START Input records

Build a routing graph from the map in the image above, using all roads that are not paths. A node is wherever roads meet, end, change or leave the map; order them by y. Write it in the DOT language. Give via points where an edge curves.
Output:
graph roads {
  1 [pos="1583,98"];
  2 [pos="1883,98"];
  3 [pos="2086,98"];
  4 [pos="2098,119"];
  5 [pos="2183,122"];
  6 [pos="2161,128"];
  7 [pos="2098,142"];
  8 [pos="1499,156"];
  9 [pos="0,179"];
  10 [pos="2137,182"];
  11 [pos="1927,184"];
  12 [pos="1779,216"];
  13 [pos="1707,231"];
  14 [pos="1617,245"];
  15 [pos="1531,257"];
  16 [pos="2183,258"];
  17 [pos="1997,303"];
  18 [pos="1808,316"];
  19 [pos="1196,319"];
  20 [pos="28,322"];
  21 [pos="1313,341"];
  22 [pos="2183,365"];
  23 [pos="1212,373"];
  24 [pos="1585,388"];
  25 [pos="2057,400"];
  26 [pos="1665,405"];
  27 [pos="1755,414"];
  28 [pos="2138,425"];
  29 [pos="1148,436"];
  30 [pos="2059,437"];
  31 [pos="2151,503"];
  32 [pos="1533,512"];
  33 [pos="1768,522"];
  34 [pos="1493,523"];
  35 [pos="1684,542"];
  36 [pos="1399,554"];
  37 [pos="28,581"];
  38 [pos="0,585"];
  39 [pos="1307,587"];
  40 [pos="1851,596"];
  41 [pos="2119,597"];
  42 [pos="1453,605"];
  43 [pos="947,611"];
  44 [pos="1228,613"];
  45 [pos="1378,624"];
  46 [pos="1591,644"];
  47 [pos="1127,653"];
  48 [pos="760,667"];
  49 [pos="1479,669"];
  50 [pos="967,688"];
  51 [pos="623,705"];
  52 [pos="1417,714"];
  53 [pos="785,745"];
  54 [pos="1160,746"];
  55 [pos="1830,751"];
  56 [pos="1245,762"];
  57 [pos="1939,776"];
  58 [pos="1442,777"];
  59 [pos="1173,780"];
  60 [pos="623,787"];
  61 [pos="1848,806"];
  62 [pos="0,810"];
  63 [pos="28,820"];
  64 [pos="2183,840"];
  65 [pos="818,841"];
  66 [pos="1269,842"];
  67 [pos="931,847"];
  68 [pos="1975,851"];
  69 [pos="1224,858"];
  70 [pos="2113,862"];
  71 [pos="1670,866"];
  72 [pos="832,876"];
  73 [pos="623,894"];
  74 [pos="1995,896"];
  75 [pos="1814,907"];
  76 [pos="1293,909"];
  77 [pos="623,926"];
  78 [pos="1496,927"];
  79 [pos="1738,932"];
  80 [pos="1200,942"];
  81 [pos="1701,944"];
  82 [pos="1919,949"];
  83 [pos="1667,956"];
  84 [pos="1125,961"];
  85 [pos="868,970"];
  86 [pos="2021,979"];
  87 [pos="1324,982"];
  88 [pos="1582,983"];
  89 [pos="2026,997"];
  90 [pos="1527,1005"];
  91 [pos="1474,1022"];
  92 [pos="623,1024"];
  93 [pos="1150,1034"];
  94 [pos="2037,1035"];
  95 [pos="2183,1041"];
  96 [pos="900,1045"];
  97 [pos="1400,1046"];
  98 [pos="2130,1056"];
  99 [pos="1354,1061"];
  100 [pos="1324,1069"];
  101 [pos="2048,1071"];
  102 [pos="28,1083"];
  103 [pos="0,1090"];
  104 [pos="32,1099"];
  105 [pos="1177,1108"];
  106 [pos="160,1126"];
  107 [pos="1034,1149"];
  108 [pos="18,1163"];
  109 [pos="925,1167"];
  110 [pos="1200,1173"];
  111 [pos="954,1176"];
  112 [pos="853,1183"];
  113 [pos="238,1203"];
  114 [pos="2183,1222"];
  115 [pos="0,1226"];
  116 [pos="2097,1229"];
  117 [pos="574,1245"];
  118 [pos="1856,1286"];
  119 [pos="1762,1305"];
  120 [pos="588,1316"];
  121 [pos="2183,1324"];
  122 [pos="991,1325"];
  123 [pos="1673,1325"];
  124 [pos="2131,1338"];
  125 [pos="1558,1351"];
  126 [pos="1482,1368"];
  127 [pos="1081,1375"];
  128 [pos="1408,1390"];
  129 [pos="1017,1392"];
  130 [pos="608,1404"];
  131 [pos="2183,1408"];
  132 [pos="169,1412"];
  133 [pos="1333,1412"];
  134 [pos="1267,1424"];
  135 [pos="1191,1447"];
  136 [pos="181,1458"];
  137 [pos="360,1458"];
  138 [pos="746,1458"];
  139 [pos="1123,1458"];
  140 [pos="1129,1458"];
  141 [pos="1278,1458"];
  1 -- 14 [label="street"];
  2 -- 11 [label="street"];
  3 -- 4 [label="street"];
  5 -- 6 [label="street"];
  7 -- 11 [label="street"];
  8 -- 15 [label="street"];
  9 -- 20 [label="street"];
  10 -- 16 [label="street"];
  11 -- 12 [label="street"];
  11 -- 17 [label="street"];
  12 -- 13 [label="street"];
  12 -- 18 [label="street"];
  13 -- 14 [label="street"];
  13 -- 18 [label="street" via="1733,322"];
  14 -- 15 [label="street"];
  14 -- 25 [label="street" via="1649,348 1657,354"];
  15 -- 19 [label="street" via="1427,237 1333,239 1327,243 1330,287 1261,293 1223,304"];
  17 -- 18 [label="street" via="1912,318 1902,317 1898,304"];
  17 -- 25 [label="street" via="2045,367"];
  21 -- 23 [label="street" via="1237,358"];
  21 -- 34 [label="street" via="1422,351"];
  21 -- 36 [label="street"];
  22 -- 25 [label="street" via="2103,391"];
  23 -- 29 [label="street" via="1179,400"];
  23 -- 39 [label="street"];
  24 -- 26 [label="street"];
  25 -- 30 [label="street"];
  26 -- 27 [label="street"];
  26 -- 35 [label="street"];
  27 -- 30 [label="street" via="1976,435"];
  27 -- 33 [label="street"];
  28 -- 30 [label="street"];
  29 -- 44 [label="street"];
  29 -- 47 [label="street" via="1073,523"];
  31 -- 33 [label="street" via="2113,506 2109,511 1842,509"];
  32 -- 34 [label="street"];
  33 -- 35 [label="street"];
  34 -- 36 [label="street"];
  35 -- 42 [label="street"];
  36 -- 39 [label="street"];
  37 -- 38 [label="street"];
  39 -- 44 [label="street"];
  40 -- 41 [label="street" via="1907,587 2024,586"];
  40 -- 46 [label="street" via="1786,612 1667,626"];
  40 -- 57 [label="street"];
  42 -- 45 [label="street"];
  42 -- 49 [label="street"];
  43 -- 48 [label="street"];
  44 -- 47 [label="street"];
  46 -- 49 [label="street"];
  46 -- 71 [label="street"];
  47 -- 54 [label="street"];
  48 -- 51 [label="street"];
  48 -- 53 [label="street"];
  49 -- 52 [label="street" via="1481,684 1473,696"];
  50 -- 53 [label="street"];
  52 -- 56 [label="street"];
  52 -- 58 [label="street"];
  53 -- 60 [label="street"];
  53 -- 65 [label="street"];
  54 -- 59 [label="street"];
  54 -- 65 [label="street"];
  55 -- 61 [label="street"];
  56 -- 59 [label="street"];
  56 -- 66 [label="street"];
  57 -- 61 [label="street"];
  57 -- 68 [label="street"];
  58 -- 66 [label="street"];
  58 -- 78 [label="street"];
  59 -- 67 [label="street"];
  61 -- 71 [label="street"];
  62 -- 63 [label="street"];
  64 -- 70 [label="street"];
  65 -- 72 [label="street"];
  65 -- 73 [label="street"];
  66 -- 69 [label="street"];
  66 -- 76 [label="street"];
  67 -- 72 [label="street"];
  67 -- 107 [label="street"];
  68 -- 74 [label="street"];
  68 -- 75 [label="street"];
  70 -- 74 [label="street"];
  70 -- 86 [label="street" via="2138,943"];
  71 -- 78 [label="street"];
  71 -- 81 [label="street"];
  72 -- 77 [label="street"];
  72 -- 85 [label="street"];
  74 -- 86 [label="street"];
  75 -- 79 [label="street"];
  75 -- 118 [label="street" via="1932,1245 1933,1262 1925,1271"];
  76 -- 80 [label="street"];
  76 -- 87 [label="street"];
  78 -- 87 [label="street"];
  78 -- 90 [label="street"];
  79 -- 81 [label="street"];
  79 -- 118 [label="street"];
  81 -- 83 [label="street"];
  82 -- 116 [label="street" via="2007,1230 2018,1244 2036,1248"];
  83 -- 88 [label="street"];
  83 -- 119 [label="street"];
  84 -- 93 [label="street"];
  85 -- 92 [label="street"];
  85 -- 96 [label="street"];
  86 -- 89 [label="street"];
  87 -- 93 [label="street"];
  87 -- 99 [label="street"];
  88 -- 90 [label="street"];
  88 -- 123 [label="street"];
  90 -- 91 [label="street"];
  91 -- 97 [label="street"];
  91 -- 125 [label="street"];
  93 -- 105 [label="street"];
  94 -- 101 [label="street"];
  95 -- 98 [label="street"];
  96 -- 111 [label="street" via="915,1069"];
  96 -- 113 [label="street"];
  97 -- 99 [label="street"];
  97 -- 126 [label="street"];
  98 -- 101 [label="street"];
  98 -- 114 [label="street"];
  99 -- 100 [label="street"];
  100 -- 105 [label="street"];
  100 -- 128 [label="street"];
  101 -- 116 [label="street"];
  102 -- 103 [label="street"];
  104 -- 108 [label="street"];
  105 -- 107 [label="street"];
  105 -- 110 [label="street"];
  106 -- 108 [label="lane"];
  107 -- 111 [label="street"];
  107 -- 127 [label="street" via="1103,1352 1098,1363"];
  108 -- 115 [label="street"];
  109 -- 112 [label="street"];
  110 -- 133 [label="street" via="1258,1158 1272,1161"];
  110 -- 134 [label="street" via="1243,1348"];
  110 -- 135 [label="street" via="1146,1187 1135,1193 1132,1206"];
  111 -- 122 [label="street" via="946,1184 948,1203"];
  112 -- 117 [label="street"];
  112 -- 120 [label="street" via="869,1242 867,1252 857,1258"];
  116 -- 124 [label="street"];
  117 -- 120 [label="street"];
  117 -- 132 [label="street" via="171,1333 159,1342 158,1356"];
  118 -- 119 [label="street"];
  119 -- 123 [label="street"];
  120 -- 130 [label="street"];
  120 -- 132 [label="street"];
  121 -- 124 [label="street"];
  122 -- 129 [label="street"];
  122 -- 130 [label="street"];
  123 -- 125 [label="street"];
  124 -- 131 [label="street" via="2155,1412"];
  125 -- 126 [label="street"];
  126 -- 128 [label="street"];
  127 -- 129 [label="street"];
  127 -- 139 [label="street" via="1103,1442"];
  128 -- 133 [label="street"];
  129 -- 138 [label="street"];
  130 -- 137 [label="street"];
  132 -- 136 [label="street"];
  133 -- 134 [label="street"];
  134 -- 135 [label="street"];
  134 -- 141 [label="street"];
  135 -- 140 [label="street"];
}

END Input records

Task brief
Only lines containing the string "roads" belong in the answer; find them in the data above and copy them.

Result for this exercise
Build a routing graph from the map in the image above, using all roads that are not paths. A node is wherever roads meet, end, change or leave the map; order them by y. Write it in the DOT language. Give via points where an edge curves.
graph roads {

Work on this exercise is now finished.